In short, an IPO is when a privately held company owned by a few individuals or handful of investors, sells a chunk of the company on the publicly traded stock markets.
Why Do Private Companies Go Public?
Why would a privately held, successful, profitable company want to sell off a share of the company to public investors? Why not keep as much ownership in the company as possible?
Founders, Investors, and Venture Capitalists Cashing Out
Virtually every startup company takes on additional investors as it grows.
These investors and venture capital firms provide millions of dollars of capital that allow the company to continue growing and taking market share. They are rewarded with an ownership stake for their investment with the hope of selling that stake at a much higher price in the future. When companies go public the founders (who hold a lot of ownership), investors, and venture capital firms can cash out a chunk of their ownership to investors on the stock market for massive profits.
Investing in Growth
A second reason companies go public is to get even more capital to continue growing. Perhaps they can’t find additional investors or they simply need more money than a line of venture capital firms can provide. Instead, they go to the public stock markets and sell a stake of ownership to raise the capital needed to expand or continue operations.
Should I Care About Initial Public Offerings?
Should the average investor pay any attention to IPOs? Or is it best to let them pass on by?
For Your Profit, No
It is very easy to get emotionally invested in a hyped up initial public offering.
Facebook had a “road show” where they went to major investors to pitch them on investing in the company. While this information wasn’t handed out publicly (one reason they are being sued, since critical information that downgraded the stock’s value was shared to a handful of private investors), the media still covered it like it was a big deal. When you turn on the evening news and see a report about a company getting ready to go public you automatically find yourself wondering if you should invest.
And your wonder should stop there.
Generally speaking IPOs are a terrible investment for individual investors. Not because shares of companies do not go up — sometimes massively — on the day they go public, because that does happen from time to time.
Rule No.1: Never lose money.

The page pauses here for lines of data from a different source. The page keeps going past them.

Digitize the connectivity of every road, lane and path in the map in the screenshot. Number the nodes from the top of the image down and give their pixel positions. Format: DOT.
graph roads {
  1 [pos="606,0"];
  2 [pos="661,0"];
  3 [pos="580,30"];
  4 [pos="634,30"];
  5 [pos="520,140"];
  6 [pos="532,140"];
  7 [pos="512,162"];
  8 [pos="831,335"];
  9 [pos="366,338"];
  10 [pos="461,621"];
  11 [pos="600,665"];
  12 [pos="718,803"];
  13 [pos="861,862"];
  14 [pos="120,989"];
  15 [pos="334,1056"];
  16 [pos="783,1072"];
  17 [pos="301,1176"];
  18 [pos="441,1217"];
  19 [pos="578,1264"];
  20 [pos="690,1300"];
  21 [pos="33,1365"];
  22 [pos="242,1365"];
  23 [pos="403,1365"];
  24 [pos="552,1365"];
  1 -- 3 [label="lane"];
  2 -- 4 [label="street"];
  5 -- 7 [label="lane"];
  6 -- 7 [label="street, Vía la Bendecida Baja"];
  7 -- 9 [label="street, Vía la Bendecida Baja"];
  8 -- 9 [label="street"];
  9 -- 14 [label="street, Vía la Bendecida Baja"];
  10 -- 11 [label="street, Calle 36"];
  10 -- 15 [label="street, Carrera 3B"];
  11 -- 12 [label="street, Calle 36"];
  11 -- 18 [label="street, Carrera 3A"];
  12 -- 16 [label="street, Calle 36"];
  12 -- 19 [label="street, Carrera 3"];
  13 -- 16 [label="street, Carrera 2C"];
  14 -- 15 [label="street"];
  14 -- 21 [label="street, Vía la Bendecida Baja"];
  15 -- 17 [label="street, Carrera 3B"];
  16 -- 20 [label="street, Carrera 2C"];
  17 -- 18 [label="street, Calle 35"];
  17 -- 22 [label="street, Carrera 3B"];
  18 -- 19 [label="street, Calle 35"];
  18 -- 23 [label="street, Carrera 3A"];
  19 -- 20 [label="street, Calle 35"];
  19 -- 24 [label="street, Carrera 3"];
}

Rule No.2: Never forget rule No.1.
– Warren Buffett
No, you should avoid IPOs because they are individually traded companies and 99% of investors are not qualified to maintain a diverse portfolio of individual stocks.
The easiest investment portfolio consists of three mutual funds or ETFs: one for the total stock market (US), one for the total international stock market, and one for the total bond market. You simply set it, automate your investments, and forget it.
However, many wise financial advisers know that despite their best warnings, some individuals will still want to invest in individual stocks. If you do so, only dedicate 5% of your portfolio. You can afford to lose 5%, not 50%.
For Your Portfolio, Yes
As bad as investing in IPOs and individual stocks can be for your portfolio, you should still care about them in one aspect. If you buy additional shares on your own you may be drastically increasing your exposure to the stock because the mutual funds and pension plans you participate in may already be investing in the IPO.
How can you know if your funds are investing in these new companies?
The easiest way is to go to the fund’s website and read the associated prospectus and reports. Sometimes finding what is called a “Composition Report” can be a little tricky. Once you find it the report will usually list out not only the top 10 holdings of the fund, but every holding and what percentage of the fund each holding amounts to.
[Related: If You Are Looking to Invest, Check Out These Discount Brokers]
Final Thoughts on IPOs
IPOs are best for the underwriting companies who make millions by underwriting the initial public offering of the stock.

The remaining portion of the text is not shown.